> **To do**
Could you output each line of the data that follows exactly?

[Records for the exercise — start]

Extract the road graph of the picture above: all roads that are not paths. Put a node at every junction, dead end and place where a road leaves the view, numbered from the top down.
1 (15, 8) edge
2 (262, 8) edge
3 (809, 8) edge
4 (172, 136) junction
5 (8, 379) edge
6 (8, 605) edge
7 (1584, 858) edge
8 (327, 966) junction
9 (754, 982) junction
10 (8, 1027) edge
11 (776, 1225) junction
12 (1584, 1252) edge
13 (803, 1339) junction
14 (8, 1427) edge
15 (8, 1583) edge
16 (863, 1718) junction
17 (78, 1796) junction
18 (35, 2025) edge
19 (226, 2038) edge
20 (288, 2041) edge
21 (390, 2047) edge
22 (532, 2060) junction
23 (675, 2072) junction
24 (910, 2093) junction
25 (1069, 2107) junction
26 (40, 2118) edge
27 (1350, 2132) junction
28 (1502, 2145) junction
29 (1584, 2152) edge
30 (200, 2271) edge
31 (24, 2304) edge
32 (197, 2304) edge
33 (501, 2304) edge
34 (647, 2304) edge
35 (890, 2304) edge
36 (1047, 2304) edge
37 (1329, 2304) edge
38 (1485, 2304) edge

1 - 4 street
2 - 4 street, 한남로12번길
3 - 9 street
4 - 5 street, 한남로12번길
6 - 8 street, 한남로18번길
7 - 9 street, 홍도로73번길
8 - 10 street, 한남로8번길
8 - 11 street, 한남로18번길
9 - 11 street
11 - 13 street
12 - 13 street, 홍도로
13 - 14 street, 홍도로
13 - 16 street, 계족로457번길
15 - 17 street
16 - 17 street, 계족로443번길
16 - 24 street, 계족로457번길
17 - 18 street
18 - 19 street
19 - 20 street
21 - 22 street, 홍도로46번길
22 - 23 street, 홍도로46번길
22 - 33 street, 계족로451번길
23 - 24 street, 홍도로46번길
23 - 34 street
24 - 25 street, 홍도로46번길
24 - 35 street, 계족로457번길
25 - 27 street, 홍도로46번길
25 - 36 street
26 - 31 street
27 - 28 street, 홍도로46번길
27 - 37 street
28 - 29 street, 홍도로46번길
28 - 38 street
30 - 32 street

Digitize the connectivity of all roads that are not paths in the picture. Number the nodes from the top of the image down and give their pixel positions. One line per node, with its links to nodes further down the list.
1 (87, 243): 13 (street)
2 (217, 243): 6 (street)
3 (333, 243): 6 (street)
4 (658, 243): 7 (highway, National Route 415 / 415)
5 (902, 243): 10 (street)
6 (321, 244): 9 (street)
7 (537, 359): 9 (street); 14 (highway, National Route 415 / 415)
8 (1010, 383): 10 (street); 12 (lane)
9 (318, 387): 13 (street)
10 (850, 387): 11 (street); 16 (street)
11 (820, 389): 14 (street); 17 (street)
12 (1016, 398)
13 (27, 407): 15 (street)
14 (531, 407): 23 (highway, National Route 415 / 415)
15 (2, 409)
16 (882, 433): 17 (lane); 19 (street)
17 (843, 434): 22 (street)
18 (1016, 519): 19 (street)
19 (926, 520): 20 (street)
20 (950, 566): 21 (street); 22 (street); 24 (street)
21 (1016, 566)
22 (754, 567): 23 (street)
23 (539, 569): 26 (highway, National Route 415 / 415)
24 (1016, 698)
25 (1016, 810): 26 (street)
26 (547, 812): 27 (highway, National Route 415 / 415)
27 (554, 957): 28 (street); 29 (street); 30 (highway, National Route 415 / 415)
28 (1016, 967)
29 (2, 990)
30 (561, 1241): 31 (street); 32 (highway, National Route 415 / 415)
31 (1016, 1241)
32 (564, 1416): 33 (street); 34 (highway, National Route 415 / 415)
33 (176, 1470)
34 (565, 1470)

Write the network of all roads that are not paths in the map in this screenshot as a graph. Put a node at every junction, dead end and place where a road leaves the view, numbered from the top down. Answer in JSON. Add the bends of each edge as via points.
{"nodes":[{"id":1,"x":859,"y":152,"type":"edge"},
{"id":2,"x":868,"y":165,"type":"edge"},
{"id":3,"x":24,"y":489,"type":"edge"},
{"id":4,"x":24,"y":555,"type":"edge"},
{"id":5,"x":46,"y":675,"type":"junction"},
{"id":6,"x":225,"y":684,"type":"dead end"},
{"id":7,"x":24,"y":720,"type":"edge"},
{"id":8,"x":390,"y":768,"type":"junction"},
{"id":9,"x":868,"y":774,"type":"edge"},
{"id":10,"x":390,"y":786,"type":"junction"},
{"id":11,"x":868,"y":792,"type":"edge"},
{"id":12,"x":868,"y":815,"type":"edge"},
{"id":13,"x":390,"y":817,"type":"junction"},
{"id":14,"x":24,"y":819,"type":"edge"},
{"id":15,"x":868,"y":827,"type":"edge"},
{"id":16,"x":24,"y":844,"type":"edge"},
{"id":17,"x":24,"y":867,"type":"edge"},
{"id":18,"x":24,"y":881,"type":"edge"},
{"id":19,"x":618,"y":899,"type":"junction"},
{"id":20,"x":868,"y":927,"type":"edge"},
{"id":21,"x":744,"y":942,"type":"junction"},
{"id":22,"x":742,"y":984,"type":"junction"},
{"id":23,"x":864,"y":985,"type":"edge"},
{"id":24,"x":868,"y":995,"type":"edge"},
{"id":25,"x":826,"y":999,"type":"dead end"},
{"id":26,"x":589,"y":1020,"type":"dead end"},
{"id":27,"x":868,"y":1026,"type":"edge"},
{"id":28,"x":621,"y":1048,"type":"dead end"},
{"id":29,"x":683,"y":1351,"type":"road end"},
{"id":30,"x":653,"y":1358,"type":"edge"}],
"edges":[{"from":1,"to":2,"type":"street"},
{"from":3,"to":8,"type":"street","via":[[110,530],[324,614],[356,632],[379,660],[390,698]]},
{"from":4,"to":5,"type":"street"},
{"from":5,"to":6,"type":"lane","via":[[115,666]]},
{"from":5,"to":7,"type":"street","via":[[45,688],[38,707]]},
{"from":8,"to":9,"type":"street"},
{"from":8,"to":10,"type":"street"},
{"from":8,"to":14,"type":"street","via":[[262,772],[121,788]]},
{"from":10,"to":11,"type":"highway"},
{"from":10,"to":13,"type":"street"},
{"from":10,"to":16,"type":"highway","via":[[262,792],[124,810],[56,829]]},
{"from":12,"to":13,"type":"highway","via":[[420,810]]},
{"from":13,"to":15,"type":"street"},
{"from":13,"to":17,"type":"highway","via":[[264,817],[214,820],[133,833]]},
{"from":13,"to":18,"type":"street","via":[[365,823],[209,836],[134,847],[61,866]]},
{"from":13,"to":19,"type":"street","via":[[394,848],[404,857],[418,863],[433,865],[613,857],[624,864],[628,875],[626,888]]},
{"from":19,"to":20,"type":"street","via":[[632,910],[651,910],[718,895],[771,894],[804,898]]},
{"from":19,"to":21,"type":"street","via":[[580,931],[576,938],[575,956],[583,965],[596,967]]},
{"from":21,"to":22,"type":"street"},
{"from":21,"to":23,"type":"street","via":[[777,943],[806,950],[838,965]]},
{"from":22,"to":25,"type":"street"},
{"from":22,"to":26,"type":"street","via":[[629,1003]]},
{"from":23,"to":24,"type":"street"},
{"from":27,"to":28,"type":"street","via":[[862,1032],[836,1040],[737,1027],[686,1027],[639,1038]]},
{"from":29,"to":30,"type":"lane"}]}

[Records for the exercise — finish]

> **Written response**
Extract the road graph of the picture above: all roads that are not paths. Put a node at every junction, dead end and place where a road leaves the view, numbered from the top down.
1 (15, 8) edge
2 (262, 8) edge
3 (809, 8) edge
4 (172, 136) junction
5 (8, 379) edge
6 (8, 605) edge
7 (1584, 858) edge
8 (327, 966) junction
9 (754, 982) junction
10 (8, 1027) edge
11 (776, 1225) junction
12 (1584, 1252) edge
13 (803, 1339) junction
14 (8, 1427) edge
15 (8, 1583) edge
16 (863, 1718) junction
17 (78, 1796) junction
18 (35, 2025) edge
19 (226, 2038) edge
20 (288, 2041) edge
21 (390, 2047) edge
22 (532, 2060) junction
23 (675, 2072) junction
24 (910, 2093) junction
25 (1069, 2107) junction
26 (40, 2118) edge
27 (1350, 2132) junction
28 (1502, 2145) junction
29 (1584, 2152) edge
30 (200, 2271) edge
31 (24, 2304) edge
32 (197, 2304) edge
33 (501, 2304) edge
34 (647, 2304) edge
35 (890, 2304) edge
36 (1047, 2304) edge
37 (1329, 2304) edge
38 (1485, 2304) edge

1 - 4 street
2 - 4 street, 한남로12번길
3 - 9 street
4 - 5 street, 한남로12번길
6 - 8 street, 한남로18번길
7 - 9 street, 홍도로73번길
8 - 10 street, 한남로8번길
8 - 11 street, 한남로18번길
9 - 11 street
11 - 13 street
12 - 13 street, 홍도로
13 - 14 street, 홍도로
13 - 16 street, 계족로457번길
15 - 17 street
16 - 17 street, 계족로443번길
16 - 24 street, 계족로457번길
17 - 18 street
18 - 19 street
19 - 20 street
21 - 22 street, 홍도로46번길
22 - 23 street, 홍도로46번길
22 - 33 street, 계족로451번길
23 - 24 street, 홍도로46번길
23 - 34 street
24 - 25 street, 홍도로46번길
24 - 35 street, 계족로457번길
25 - 27 street, 홍도로46번길
25 - 36 street
26 - 31 street
27 - 28 street, 홍도로46번길
27 - 37 street
28 - 29 street, 홍도로46번길
28 - 38 street
30 - 32 street

Digitize the connectivity of all roads that are not paths in the picture. Number the nodes from the top of the image down and give their pixel positions. One line per node, with its links to nodes further down the list.
1 (87, 243): 13 (street)
2 (217, 243): 6 (street)
3 (333, 243): 6 (street)
4 (658, 243): 7 (highway, National Route 415 / 415)
5 (902, 243): 10 (street)
6 (321, 244): 9 (street)
7 (537, 359): 9 (street); 14 (highway, National Route 415 / 415)
8 (1010, 383): 10 (street); 12 (lane)
9 (318, 387): 13 (street)
10 (850, 387): 11 (street); 16 (street)
11 (820, 389): 14 (street); 17 (street)
12 (1016, 398)
13 (27, 407): 15 (street)
14 (531, 407): 23 (highway, National Route 415 / 415)
15 (2, 409)
16 (882, 433): 17 (lane); 19 (street)
17 (843, 434): 22 (street)
18 (1016, 519): 19 (street)
19 (926, 520): 20 (street)
20 (950, 566): 21 (street); 22 (street); 24 (street)
21 (1016, 566)
22 (754, 567): 23 (street)
23 (539, 569): 26 (highway, National Route 415 / 415)
24 (1016, 698)
25 (1016, 810): 26 (street)
26 (547, 812): 27 (highway, National Route 415 / 415)
27 (554, 957): 28 (street); 29 (street); 30 (highway, National Route 415 / 415)
28 (1016, 967)
29 (2, 990)
30 (561, 1241): 31 (street); 32 (highway, National Route 415 / 415)
31 (1016, 1241)
32 (564, 1416): 33 (street); 34 (highway, National Route 415 / 415)
33 (176, 1470)
34 (565, 1470)

Write the network of all roads that are not paths in the map in this screenshot as a graph. Put a node at every junction, dead end and place where a road leaves the view, numbered from the top down. Answer in JSON. Add the bends of each edge as via points.
{"nodes":[{"id":1,"x":859,"y":152,"type":"edge"},
{"id":2,"x":868,"y":165,"type":"edge"},
{"id":3,"x":24,"y":489,"type":"edge"},
{"id":4,"x":24,"y":555,"type":"edge"},
{"id":5,"x":46,"y":675,"type":"junction"},
{"id":6,"x":225,"y":684,"type":"dead end"},
{"id":7,"x":24,"y":720,"type":"edge"},
{"id":8,"x":390,"y":768,"type":"junction"},
{"id":9,"x":868,"y":774,"type":"edge"},
{"id":10,"x":390,"y":786,"type":"junction"},
{"id":11,"x":868,"y":792,"type":"edge"},
{"id":12,"x":868,"y":815,"type":"edge"},
{"id":13,"x":390,"y":817,"type":"junction"},
{"id":14,"x":24,"y":819,"type":"edge"},
{"id":15,"x":868,"y":827,"type":"edge"},
{"id":16,"x":24,"y":844,"type":"edge"},
{"id":17,"x":24,"y":867,"type":"edge"},
{"id":18,"x":24,"y":881,"type":"edge"},
{"id":19,"x":618,"y":899,"type":"junction"},
{"id":20,"x":868,"y":927,"type":"edge"},
{"id":21,"x":744,"y":942,"type":"junction"},
{"id":22,"x":742,"y":984,"type":"junction"},
{"id":23,"x":864,"y":985,"type":"edge"},
{"id":24,"x":868,"y":995,"type":"edge"},
{"id":25,"x":826,"y":999,"type":"dead end"},
{"id":26,"x":589,"y":1020,"type":"dead end"},
{"id":27,"x":868,"y":1026,"type":"edge"},
{"id":28,"x":621,"y":1048,"type":"dead end"},
{"id":29,"x":683,"y":1351,"type":"road end"},
{"id":30,"x":653,"y":1358,"type":"edge"}],
"edges":[{"from":1,"to":2,"type":"street"},
{"from":3,"to":8,"type":"street","via":[[110,530],[324,614],[356,632],[379,660],[390,698]]},
{"from":4,"to":5,"type":"street"},
{"from":5,"to":6,"type":"lane","via":[[115,666]]},
{"from":5,"to":7,"type":"street","via":[[45,688],[38,707]]},
{"from":8,"to":9,"type":"street"},
{"from":8,"to":10,"type":"street"},
{"from":8,"to":14,"type":"street","via":[[262,772],[121,788]]},
{"from":10,"to":11,"type":"highway"},
{"from":10,"to":13,"type":"street"},
{"from":10,"to":16,"type":"highway","via":[[262,792],[124,810],[56,829]]},
{"from":12,"to":13,"type":"highway","via":[[420,810]]},
{"from":13,"to":15,"type":"street"},
{"from":13,"to":17,"type":"highway","via":[[264,817],[214,820],[133,833]]},
{"from":13,"to":18,"type":"street","via":[[365,823],[209,836],[134,847],[61,866]]},
{"from":13,"to":19,"type":"street","via":[[394,848],[404,857],[418,863],[433,865],[613,857],[624,864],[628,875],[626,888]]},
{"from":19,"to":20,"type":"street","via":[[632,910],[651,910],[718,895],[771,894],[804,898]]},
{"from":19,"to":21,"type":"street","via":[[580,931],[576,938],[575,956],[583,965],[596,967]]},
{"from":21,"to":22,"type":"street"},
{"from":21,"to":23,"type":"street","via":[[777,943],[806,950],[838,965]]},
{"from":22,"to":25,"type":"street"},
{"from":22,"to":26,"type":"street","via":[[629,1003]]},
{"from":23,"to":24,"type":"street"},
{"from":27,"to":28,"type":"street","via":[[862,1032],[836,1040],[737,1027],[686,1027],[639,1038]]},
{"from":29,"to":30,"type":"lane"}]}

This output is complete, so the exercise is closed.